From mboxrd@z Thu Jan  1 00:00:00 1970
From: Stefan Rompf <srompf@isg.de>
Subject: Re: Deadlock in sungem/ip_auto_config/linkwatch
Date: Mon, 5 Jan 2004 15:50:50 +0100
Sender: netdev-bounce@oss.sgi.com
Message-ID: <200401051550.51063.srompf@isg.de>
References: <1073307882.2041.98320.camel@brick.watson.ibm.com>
Mime-Version: 1.0
Content-Type: text/plain;
  charset="iso-8859-15"
Content-Transfer-Encoding: 7bit
Return-path: <netdev-bounce@oss.sgi.com>
To: Michal Ostrowski <mostrows@watson.ibm.com>, netdev@oss.sgi.com
In-Reply-To: <1073307882.2041.98320.camel@brick.watson.ibm.com>
Content-Disposition: inline
Errors-to: netdev-bounce@oss.sgi.com
List-Id: netdev.vger.kernel.org

Am Montag, 05. Januar 2004 14:07 schrieb Michal Ostrowski:

> ic_open_devs grabs rtnl_sem with an rtnl_shlock() call.
>
> The sungem driver at some point calls gem_init_one, which calls
> netif_carrier_*, which in turn calls schedule_work (linkwatch_event).
>
> linkwatch_event in turn needs rtnl_sem.

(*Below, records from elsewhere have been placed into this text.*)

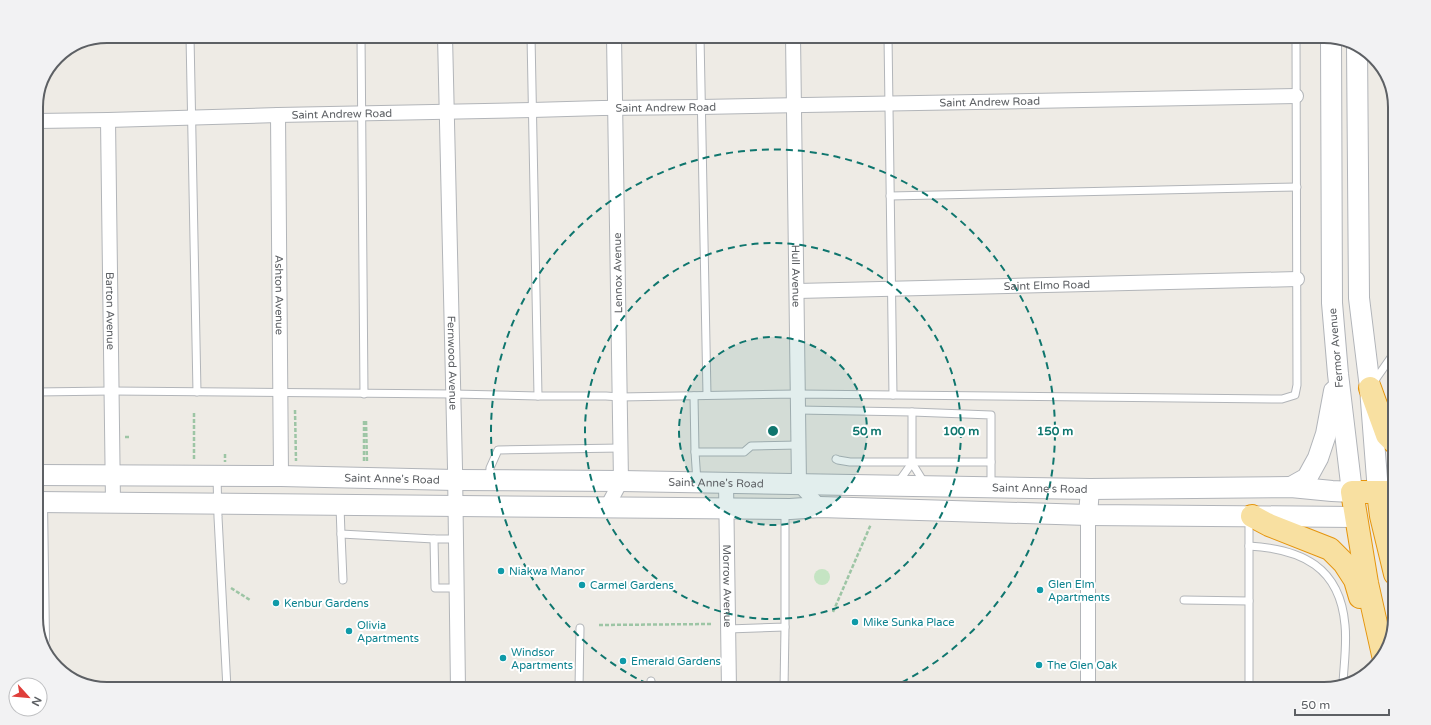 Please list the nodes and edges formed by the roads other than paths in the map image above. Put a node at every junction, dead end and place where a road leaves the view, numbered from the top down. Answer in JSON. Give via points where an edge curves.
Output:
{"nodes":[{"id":1,"x":190,"y":43,"type":"edge"},
{"id":2,"x":361,"y":43,"type":"edge"},
{"id":3,"x":445,"y":43,"type":"edge"},
{"id":4,"x":531,"y":43,"type":"edge"},
{"id":5,"x":614,"y":43,"type":"edge"},
{"id":6,"x":700,"y":43,"type":"edge"},
{"id":7,"x":793,"y":43,"type":"edge"},
{"id":8,"x":888,"y":43,"type":"edge"},
{"id":9,"x":1296,"y":43,"type":"edge"},
{"id":10,"x":1332,"y":44,"type":"edge"},
{"id":11,"x":1357,"y":53,"type":"edge"},
{"id":12,"x":1296,"y":96,"type":"junction"},
{"id":13,"x":889,"y":104,"type":"junction"},
{"id":14,"x":794,"y":106,"type":"junction"},
{"id":15,"x":701,"y":107,"type":"junction"},
{"id":16,"x":615,"y":108,"type":"junction"},
{"id":17,"x":532,"y":110,"type":"junction"},
{"id":18,"x":447,"y":112,"type":"junction"},
{"id":19,"x":362,"y":114,"type":"junction"},
{"id":20,"x":278,"y":115,"type":"junction"},
{"id":21,"x":191,"y":118,"type":"junction"},
{"id":22,"x":108,"y":120,"type":"junction"},
{"id":23,"x":43,"y":121,"type":"edge"},
{"id":24,"x":1297,"y":187,"type":"junction"},
{"id":25,"x":890,"y":196,"type":"junction"},
{"id":26,"x":1297,"y":279,"type":"junction"},
{"id":27,"x":892,"y":289,"type":"junction"},
{"id":28,"x":797,"y":291,"type":"junction"},
{"id":29,"x":1388,"y":362,"type":"edge"},
{"id":30,"x":1338,"y":374,"type":"junction"},
{"id":31,"x":1370,"y":388,"type":"junction"},
{"id":32,"x":112,"y":391,"type":"junction"},
{"id":33,"x":43,"y":392,"type":"edge"},
{"id":34,"x":197,"y":392,"type":"junction"},
{"id":35,"x":280,"y":393,"type":"junction"},
{"id":36,"x":364,"y":394,"type":"junction"},
{"id":37,"x":453,"y":394,"type":"junction"},
{"id":38,"x":798,"y":394,"type":"junction"},
{"id":39,"x":707,"y":395,"type":"junction"},
{"id":40,"x":893,"y":395,"type":"junction"},
{"id":41,"x":538,"y":396,"type":"junction"},
{"id":42,"x":694,"y":396,"type":"junction"},
{"id":43,"x":620,"y":397,"type":"junction"},
{"id":44,"x":798,"y":410,"type":"junction"},
{"id":45,"x":912,"y":412,"type":"junction"},
{"id":46,"x":1388,"y":436,"type":"edge"},
{"id":47,"x":799,"y":445,"type":"junction"},
{"id":48,"x":620,"y":448,"type":"junction"},
{"id":49,"x":695,"y":452,"type":"junction"},
{"id":50,"x":836,"y":459,"type":"dead end"},
{"id":51,"x":991,"y":462,"type":"junction"},
{"id":52,"x":912,"y":463,"type":"junction"},
{"id":53,"x":289,"y":471,"type":"junction"},
{"id":54,"x":43,"y":474,"type":"edge"},
{"id":55,"x":114,"y":475,"type":"junction"},
{"id":56,"x":217,"y":476,"type":"junction"},
{"id":57,"x":455,"y":480,"type":"junction"},
{"id":58,"x":489,"y":481,"type":"junction"},
{"id":59,"x":621,"y":481,"type":"junction"},
{"id":60,"x":697,"y":482,"type":"junction"},
{"id":61,"x":726,"y":483,"type":"junction"},
{"id":62,"x":800,"y":484,"type":"junction"},
{"id":63,"x":895,"y":486,"type":"junction"},
{"id":64,"x":926,"y":486,"type":"junction"},
{"id":65,"x":1291,"y":487,"type":"junction"},
{"id":66,"x":991,"y":488,"type":"junction"},
{"id":67,"x":1090,"y":489,"type":"junction"},
{"id":68,"x":1352,"y":492,"type":"junction"},
{"id":69,"x":1387,"y":492,"type":"edge"},
{"id":70,"x":43,"y":502,"type":"edge"},
{"id":71,"x":114,"y":502,"type":"junction"},
{"id":72,"x":217,"y":503,"type":"junction"},
{"id":73,"x":340,"y":504,"type":"junction"},
{"id":74,"x":454,"y":505,"type":"junction"},
{"id":75,"x":607,"y":507,"type":"junction"},
{"id":76,"x":820,"y":507,"type":"junction"},
{"id":77,"x":726,"y":508,"type":"junction"},
{"id":78,"x":785,"y":509,"type":"junction"},
{"id":79,"x":909,"y":509,"type":"junction"},
{"id":80,"x":1088,"y":515,"type":"junction"},
{"id":81,"x":1250,"y":516,"type":"junction"},
{"id":82,"x":1388,"y":516,"type":"edge"},
{"id":83,"x":1355,"y":517,"type":"junction"},
{"id":84,"x":341,"y":534,"type":"junction"},
{"id":85,"x":434,"y":539,"type":"junction"},
{"id":86,"x":455,"y":539,"type":"junction"},
{"id":87,"x":1249,"y":546,"type":"junction"},
{"id":88,"x":343,"y":580,"type":"dead end"},
{"id":89,"x":456,"y":588,"type":"junction"},
{"id":90,"x":1184,"y":600,"type":"dead end"},
{"id":91,"x":1249,"y":601,"type":"junction"},
{"id":92,"x":785,"y":627,"type":"junction"},
{"id":93,"x":580,"y":628,"type":"dead end"},
{"id":94,"x":728,"y":629,"type":"junction"},
{"id":95,"x":1381,"y":646,"type":"edge"},
{"id":96,"x":1380,"y":648,"type":"edge"},
{"id":97,"x":1344,"y":679,"type":"edge"},
{"id":98,"x":227,"y":682,"type":"edge"},
{"id":99,"x":458,"y":682,"type":"edge"},
{"id":100,"x":579,"y":682,"type":"edge"},
{"id":101,"x":729,"y":682,"type":"edge"},
{"id":102,"x":784,"y":682,"type":"edge"},
{"id":103,"x":1088,"y":682,"type":"edge"},
{"id":104,"x":1249,"y":682,"type":"edge"}],
"edges":[{"from":1,"to":21,"type":"lane"},
{"from":2,"to":19,"type":"lane"},
{"from":3,"to":18,"type":"street","name":"Fernwood Avenue"},
{"from":4,"to":17,"type":"lane"},
{"from":5,"to":16,"type":"street","name":"Lennox Avenue"},
{"from":6,"to":15,"type":"lane"},
{"from":7,"to":14,"type":"street","name":"Hull Avenue"},
{"from":8,"to":13,"type":"lane"},
{"from":9,"to":12,"type":"lane"},
{"from":10,"to":30,"type":"main road","name":"Fermor Avenue","via":[[1332,303]]},
{"from":11,"to":31,"type":"main road","via":[[1359,298]]},
{"from":12,"to":13,"type":"street","name":"Saint Andrew Road"},
{"from":12,"to":24,"type":"lane"},
{"from":13,"to":14,"type":"street","name":"Saint Andrew Road"},
{"from":13,"to":25,"type":"lane"},
{"from":14,"to":15,"type":"street","name":"Saint Andrew Road"},
{"from":14,"to":28,"type":"street","name":"Hull Avenue"},
{"from":15,"to":16,"type":"street","name":"Saint Andrew Road"},
{"from":15,"to":39,"type":"lane"},
{"from":16,"to":17,"type":"street","name":"Saint Andrew Road"},
{"from":16,"to":43,"type":"street","name":"Lennox Avenue"},
{"from":17,"to":18,"type":"street","name":"Saint Andrew Road"},
{"from":17,"to":41,"type":"lane"},
{"from":18,"to":19,"type":"street","name":"Saint Andrew Road"},
{"from":18,"to":37,"type":"street","name":"Fernwood Avenue"},
{"from":19,"to":20,"type":"street","name":"Saint Andrew Road"},
{"from":19,"to":36,"type":"lane"},
{"from":20,"to":21,"type":"street","name":"Saint Andrew Road"},
{"from":20,"to":35,"type":"street","name":"Ashton Avenue"},
{"from":21,"to":22,"type":"street","name":"Saint Andrew Road"},
{"from":21,"to":34,"type":"lane"},
{"from":22,"to":23,"type":"street","name":"Saint Andrew Road"},
{"from":22,"to":32,"type":"street","name":"Barton Avenue"},
{"from":24,"to":25,"type":"lane"},
{"from":24,"to":26,"type":"lane"},
{"from":25,"to":27,"type":"lane"},
{"from":26,"to":27,"type":"street","name":"Saint Elmo Road"},
{"from":26,"to":40,"type":"lane","via":[[1297,385],[1295,395],[1282,399]]},
{"from":27,"to":28,"type":"street","name":"Saint Elmo Road"},
{"from":27,"to":40,"type":"lane"},
{"from":28,"to":38,"type":"street","name":"Hull Avenue"},
{"from":29,"to":31,"type":"lane"},
{"from":30,"to":65,"type":"main road","via":[[1326,434],[1318,458],[1307,478]]},
{"from":30,"to":68,"type":"main road","name":"Fermor Avenue"},
{"from":31,"to":46,"type":"highway"},
{"from":31,"to":69,"type":"main road"},
{"from":32,"to":33,"type":"lane"},
{"from":32,"to":34,"type":"lane"},
{"from":32,"to":55,"type":"street","name":"Barton Avenue"},
{"from":34,"to":35,"type":"lane"},
{"from":35,"to":36,"type":"lane"},
{"from":35,"to":53,"type":"street","name":"Ashton Avenue"},
{"from":36,"to":37,"type":"lane"},
{"from":37,"to":41,"type":"lane"},
{"from":37,"to":57,"type":"street","name":"Fernwood Avenue"},
{"from":38,"to":39,"type":"lane"},
{"from":38,"to":40,"type":"lane"},
{"from":38,"to":44,"type":"street","name":"Hull Avenue"},
{"from":39,"to":42,"type":"lane"},
{"from":41,"to":43,"type":"lane"},
{"from":42,"to":43,"type":"lane"},
{"from":42,"to":49,"type":"lane"},
{"from":43,"to":48,"type":"street","name":"Lennox Avenue"},
{"from":44,"to":45,"type":"lane"},
{"from":44,"to":47,"type":"street","name":"Hull Avenue"},
{"from":45,"to":51,"type":"lane","via":[[991,415]]},
{"from":45,"to":52,"type":"lane"},
{"from":47,"to":49,"type":"lane","via":[[751,446],[744,452]]},
{"from":47,"to":62,"type":"street","name":"Hull Avenue"},
{"from":48,"to":58,"type":"lane","via":[[498,450],[490,468]]},
{"from":48,"to":59,"type":"street","name":"Lennox Avenue"},
{"from":49,"to":60,"type":"lane"},
{"from":50,"to":52,"type":"lane","via":[[850,462]]},
{"from":51,"to":52,"type":"lane"},
{"from":51,"to":66,"type":"lane"},
{"from":52,"to":63,"type":"lane"},
{"from":52,"to":64,"type":"lane"},
{"from":53,"to":56,"type":"main road","name":"Saint Anne's Road"},
{"from":53,"to":57,"type":"main road","name":"Saint Anne's Road"},
{"from":54,"to":55,"type":"main road","name":"Saint Anne's Road"},
{"from":55,"to":56,"type":"main road","name":"Saint Anne's Road"},
{"from":55,"to":71,"type":"street","name":"Barton Avenue"},
{"from":56,"to":72,"type":"lane"},
{"from":57,"to":58,"type":"main road","name":"Saint Anne's Road"},
{"from":57,"to":74,"type":"street","name":"Fernwood Avenue"},
{"from":58,"to":59,"type":"main road","name":"Saint Anne's Road"},
{"from":59,"to":60,"type":"main road","name":"Saint Anne's Road"},
{"from":59,"to":75,"type":"street"},
{"from":60,"to":61,"type":"main road","name":"Saint Anne's Road"},
{"from":61,"to":62,"type":"main road","name":"Saint Anne's Road"},
{"from":61,"to":77,"type":"street","name":"Morrow Avenue"},
{"from":62,"to":63,"type":"main road","name":"Saint Anne's Road"},
{"from":62,"to":76,"type":"street"},
{"from":63,"to":64,"type":"main road","name":"Saint Anne's Road"},
{"from":64,"to":66,"type":"main road","name":"Saint Anne's Road"},
{"from":64,"to":79,"type":"main road","via":[[922,497]]},
{"from":65,"to":67,"type":"main road","name":"Saint Anne's Road"},
{"from":65,"to":68,"type":"main road","name":"Saint Anne's Road"},
{"from":66,"to":67,"type":"main road","name":"Saint Anne's Road"},
{"from":67,"to":80,"type":"street"},
{"from":68,"to":69,"type":"highway","name":"Saint Anne's Road"},
{"from":68,"to":83,"type":"highway","name":"Fermor Avenue"},
{"from":69,"to":82,"type":"highway"},
{"from":70,"to":71,"type":"main road"},
{"from":71,"to":72,"type":"main road"},
{"from":72,"to":73,"type":"main road"},
{"from":72,"to":98,"type":"lane"},
{"from":73,"to":74,"type":"main road"},
{"from":73,"to":84,"type":"lane"},
{"from":74,"to":75,"type":"main road"},
{"from":74,"to":86,"type":"street","name":"Fernwood Avenue"},
{"from":75,"to":77,"type":"main road"},
{"from":76,"to":78,"type":"main road"},
{"from":76,"to":79,"type":"main road"},
{"from":77,"to":78,"type":"main road"},
{"from":77,"to":94,"type":"street","name":"Morrow Avenue"},
{"from":78,"to":92,"type":"lane"},
{"from":79,"to":80,"type":"main road"},
{"from":80,"to":81,"type":"main road"},
{"from":80,"to":103,"type":"street"},
{"from":81,"to":83,"type":"main road"},
{"from":81,"to":87,"type":"lane"},
{"from":81,"to":96,"type":"highway","via":[[1330,549],[1344,563],[1354,580]]},
{"from":82,"to":83,"type":"highway"},
{"from":83,"to":95,"type":"highway","name":"Fermor Avenue"},
{"from":84,"to":85,"type":"lane"},
{"from":84,"to":88,"type":"lane"},
{"from":85,"to":86,"type":"lane"},
{"from":85,"to":89,"type":"lane","via":[[435,588]]},
{"from":86,"to":89,"type":"street","name":"Fernwood Avenue"},
{"from":87,"to":91,"type":"lane"},
{"from":87,"to":97,"type":"lane","via":[[1269,547],[1310,560],[1335,587],[1342,603],[1345,626]]},
{"from":89,"to":99,"type":"street","name":"Fernwood Avenue"},
{"from":90,"to":91,"type":"lane"},
{"from":91,"to":104,"type":"lane"},
{"from":92,"to":94,"type":"lane"},
{"from":92,"to":102,"type":"lane"},
{"from":93,"to":100,"type":"lane"},
{"from":94,"to":101,"type":"street","name":"Morrow Avenue"}]}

Good catch! The sungem driver shows clearly that we need some way to remove 
queued work without scheduling and waiting for other events.

I will change the linkwatch code to use rtnl_shlock_nowait() and backoff and 
retry in case of failure this week. Call it a workaround, but it increases 
overall system stability.

Btw, what is the planned difference between rtnl_shlock() and rtnl_exlock()? 
Even though the later is a null operation right now, I don't want to hold 
more locks than needed in the linkwatch code.

Stefan

-- 
"doesn't work" is not a magic word to explain everything.